◆ Exercise objective ◆
The response must contain every line below in which "LAKE" appears.

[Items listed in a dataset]
*-*-*
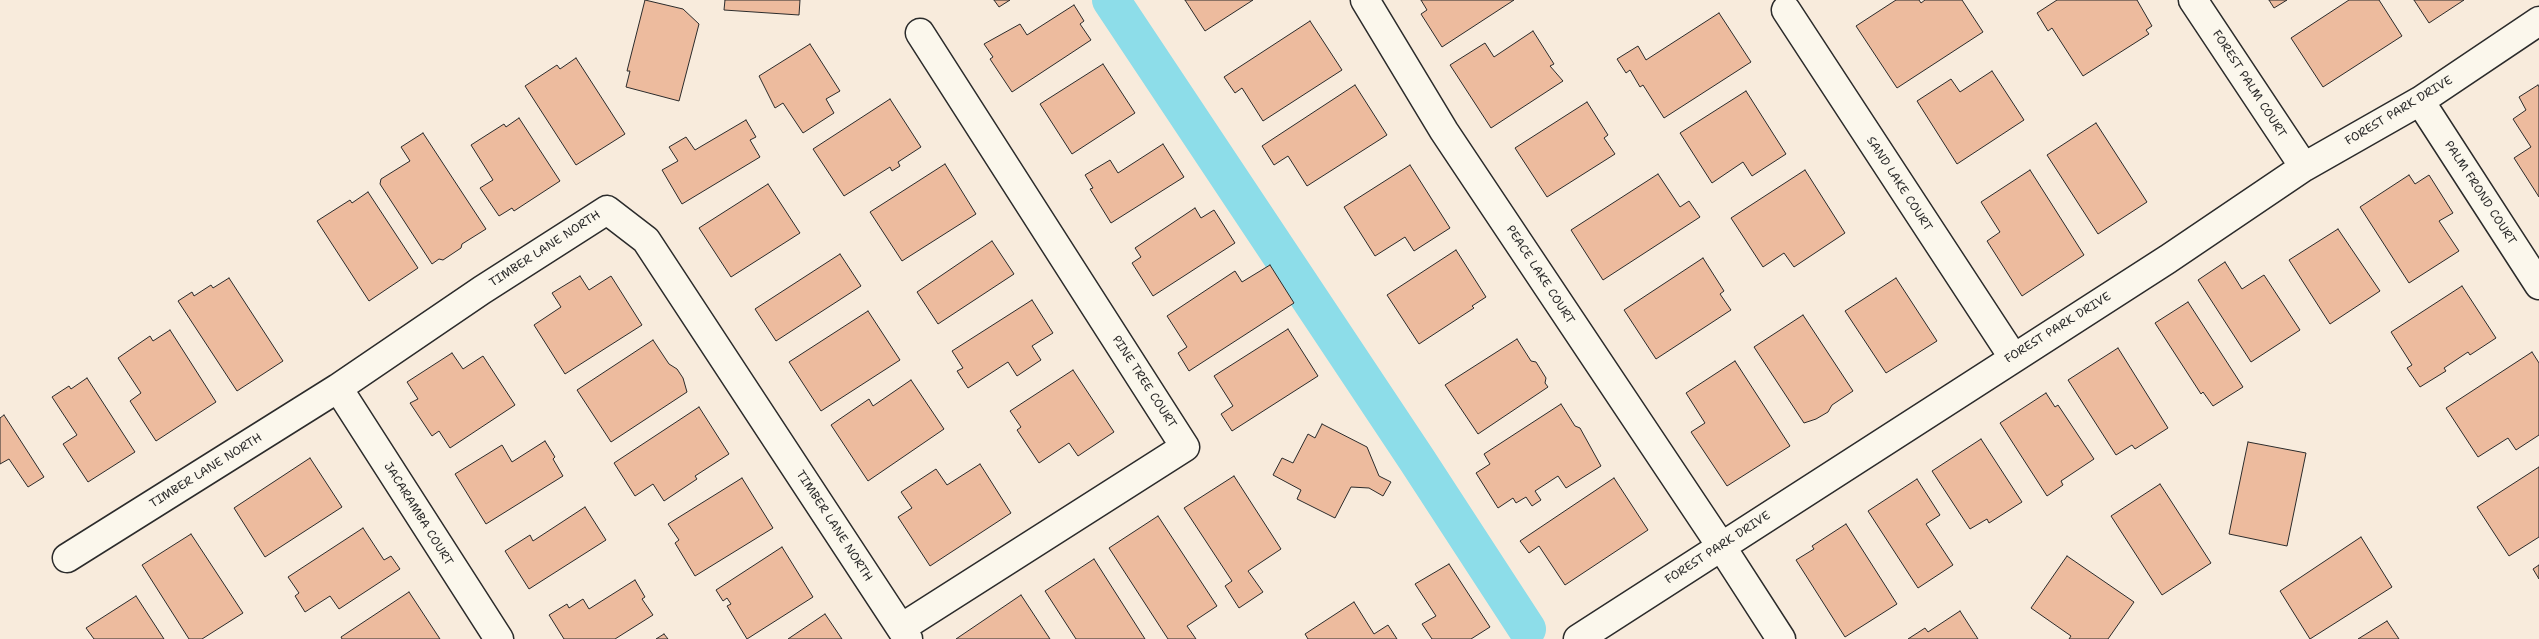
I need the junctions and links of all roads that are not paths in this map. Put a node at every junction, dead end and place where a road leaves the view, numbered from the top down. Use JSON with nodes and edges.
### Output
{"nodes":[{"id":1,"x":1365,"y":0,"type":"edge"},
{"id":2,"x":2193,"y":0,"type":"edge"},
{"id":3,"x":1786,"y":10,"type":"dead end"},
{"id":4,"x":2539,"y":21,"type":"edge"},
{"id":5,"x":920,"y":33,"type":"dead end"},
{"id":6,"x":2420,"y":101,"type":"junction"},
{"id":7,"x":2304,"y":167,"type":"junction"},
{"id":8,"x":2539,"y":284,"type":"edge"},
{"id":9,"x":2013,"y":356,"type":"junction"},
{"id":10,"x":338,"y":388,"type":"junction"},
{"id":11,"x":1721,"y":546,"type":"junction"},
{"id":12,"x":67,"y":558,"type":"dead end"},
{"id":13,"x":904,"y":634,"type":"edge"},
{"id":14,"x":499,"y":639,"type":"edge"},
{"id":15,"x":1578,"y":639,"type":"edge"},
{"id":16,"x":1780,"y":639,"type":"edge"}],
"edges":[{"from":1,"to":11,"type":"street","name":"PEACE LAKE COURT"},
{"from":2,"to":7,"type":"street","name":"FOREST PALM COURT"},
{"from":3,"to":9,"type":"street","name":"SAND LAKE COURT"},
{"from":4,"to":6,"type":"street","name":"FOREST PARK DRIVE"},
{"from":5,"to":13,"type":"street","name":"PINE TREE COURT"},
{"from":6,"to":7,"type":"street","name":"FOREST PARK DRIVE"},
{"from":6,"to":8,"type":"street","name":"PALM FROND COURT"},
{"from":7,"to":9,"type":"street","name":"FOREST PARK DRIVE"},
{"from":9,"to":11,"type":"street","name":"FOREST PARK DRIVE"},
{"from":10,"to":12,"type":"street","name":"TIMBER LANE NORTH"},
{"from":10,"to":13,"type":"street","name":"TIMBER LANE NORTH"},
{"from":10,"to":14,"type":"street","name":"JACARAMBA COURT"},
{"from":11,"to":15,"type":"street","name":"FOREST PARK DRIVE"},
{"from":11,"to":16,"type":"street","name":"PEACE LAKE COURT"}]}
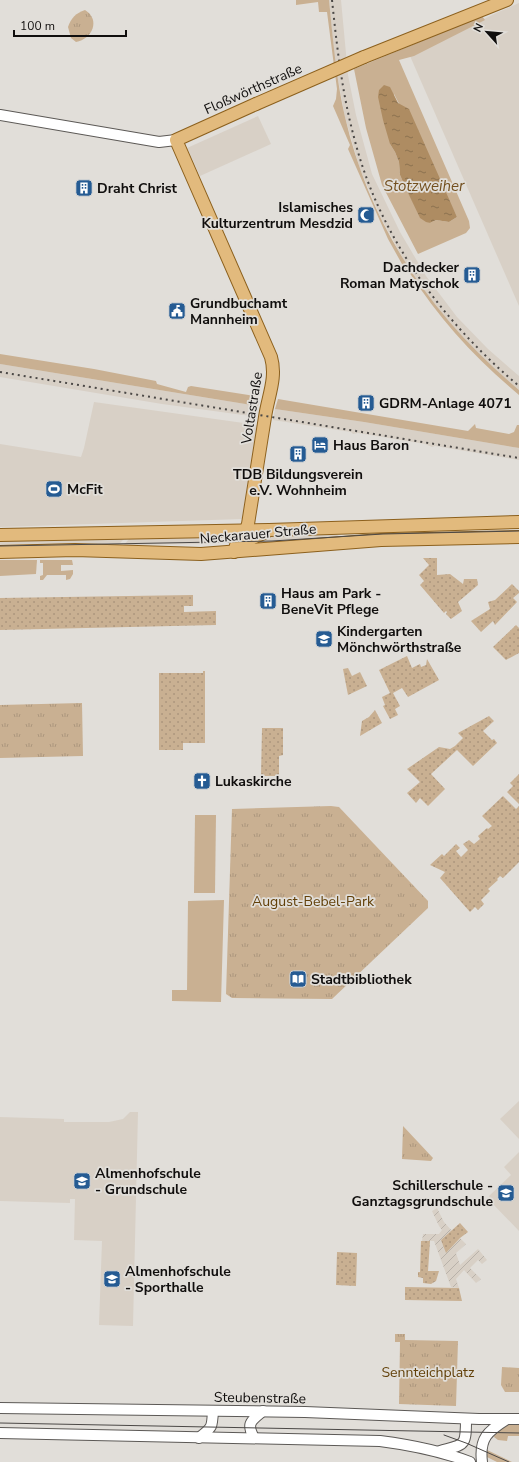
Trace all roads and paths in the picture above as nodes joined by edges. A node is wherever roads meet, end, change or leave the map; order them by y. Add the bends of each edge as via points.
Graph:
1 (507, 0) edge
2 (0, 115) edge
3 (176, 140) junction
4 (519, 522) edge
5 (0, 536) edge
6 (244, 537) junction
7 (519, 537) edge
8 (256, 551) junction
9 (0, 552) edge
10 (234, 552) junction
11 (215, 554) junction
12 (0, 1408) edge
13 (213, 1411) junction
14 (263, 1411) junction
15 (466, 1419) junction
16 (507, 1419) junction
17 (519, 1419) edge
18 (0, 1433) edge
19 (199, 1438) junction
20 (254, 1438) junction
21 (440, 1451) junction
22 (470, 1462) edge
23 (482, 1462) edge

1 - 3 main road, Floßwörthstraße, bridge via 364,57
2 - 3 street, Floßwörthstraße via 159,142
3 - 6 main road, Voltastraße via 274,367
4 - 6 main road, Neckarauer Straße via 269,530
5 - 6 main road, Neckarauer Straße
6 - 8 main road
6 - 10 main road, Voltastraße
6 - 11 main road
7 - 8 main road, Neckarauer Straße via 381,540
8 - 10 main road, Neckarauer Straße
9 - 11 main road, Neckarauer Straße via 75,550
10 - 11 main road, Neckarauer Straße
12 - 13 street, Steubenstraße
13 - 14 street, Steubenstraße
13 - 19 street via 212,1427
14 - 15 street, Steubenstraße
14 - 20 street via 250,1424
15 - 16 street, Steubenstraße
15 - 21 street via 462,1443 455,1448
16 - 17 street, Steubenstraße
16 - 23 street via 486,1435 481,1449
18 - 19 street
19 - 20 street
20 - 21 street via 380,1441
21 - 22 street

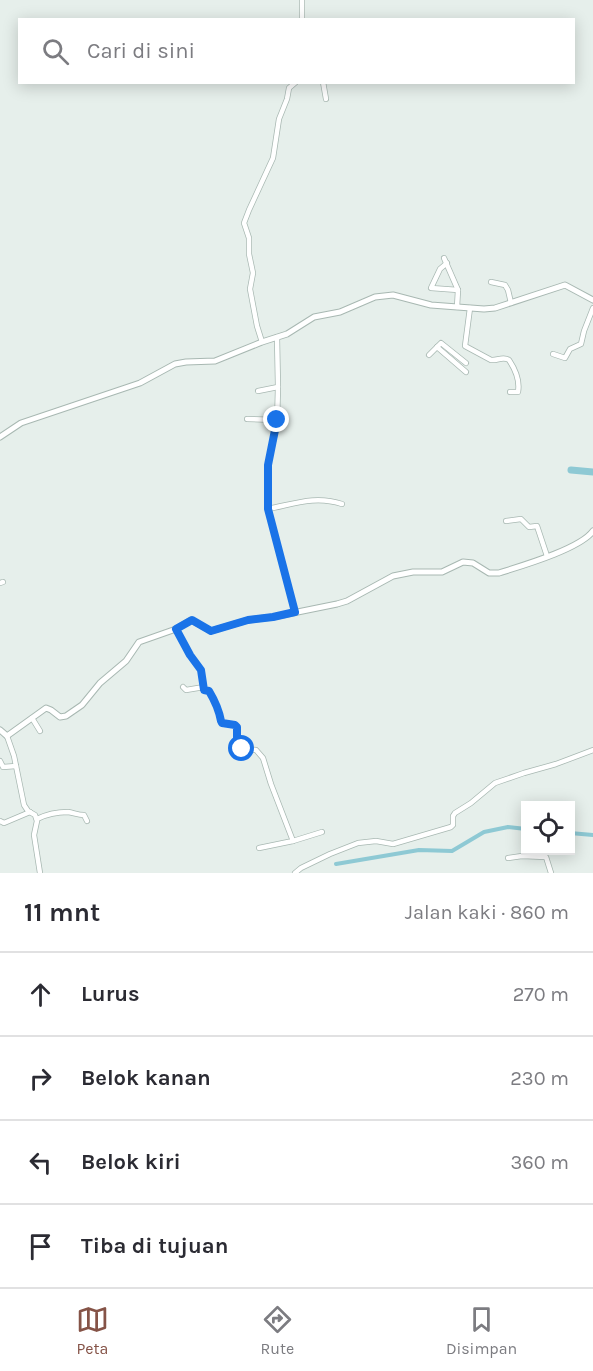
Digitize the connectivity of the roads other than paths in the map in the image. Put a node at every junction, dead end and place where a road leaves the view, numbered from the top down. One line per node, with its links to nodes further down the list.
1 (302, 0): 2 (street)
2 (302, 18)
3 (294, 84): 16 (street)
4 (323, 84): 5 (street)
5 (326, 99)
6 (444, 258): 7 (street)
7 (447, 263): 9 (street); 9 (street)
8 (491, 282): 11 (street)
9 (458, 290): 12 (street)
10 (593, 300): 11 (street)
11 (511, 303): 13 (street)
12 (457, 307): 13 (street); 15 (street)
13 (470, 308): 17 (street)
14 (593, 308): 18 (street)
15 (277, 337): 16 (street); 23 (street)
16 (262, 342): 28 (street)
17 (466, 347): 20 (street); 25 (street)
18 (553, 354)
19 (429, 355): 20 (street)
20 (457, 360): 21 (street); 22 (street)
21 (466, 363)
22 (466, 372)
23 (278, 387): 24 (street); 27 (street)
24 (258, 392)
25 (510, 393)
26 (248, 419): 27 (street)
27 (277, 420): 30 (street)
28 (0, 437)
29 (342, 504): 30 (street)
30 (268, 509): 34 (street)
31 (506, 520): 33 (street)
32 (593, 531): 33 (street)
33 (547, 556): 34 (street)
34 (295, 612): 35 (street)
35 (176, 629): 37 (street); 38 (street)
36 (183, 687): 37 (street)
37 (204, 687): 50 (street)
38 (32, 718): 40 (street); 41 (street)
39 (0, 730): 41 (street)
40 (40, 731)
41 (7, 736): 44 (street)
42 (593, 750): 54 (street)
43 (0, 761): 44 (street)
44 (16, 766): 45 (street)
45 (30, 812): 46 (street); 48 (street)
46 (37, 819): 47 (street); 53 (street)
47 (87, 821)
48 (0, 822)
49 (322, 832): 50 (street)
50 (293, 841): 51 (street)
51 (260, 848)
52 (508, 858): 55 (street)
53 (40, 873)
54 (294, 873)
55 (551, 873)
*-*-*
◆ Completed task ◆
"edges":[{"from":1,"to":11,"type":"street","name":"PEACE LAKE COURT"},
{"from":3,"to":9,"type":"street","name":"SAND LAKE COURT"},
{"from":11,"to":16,"type":"street","name":"PEACE LAKE COURT"}]}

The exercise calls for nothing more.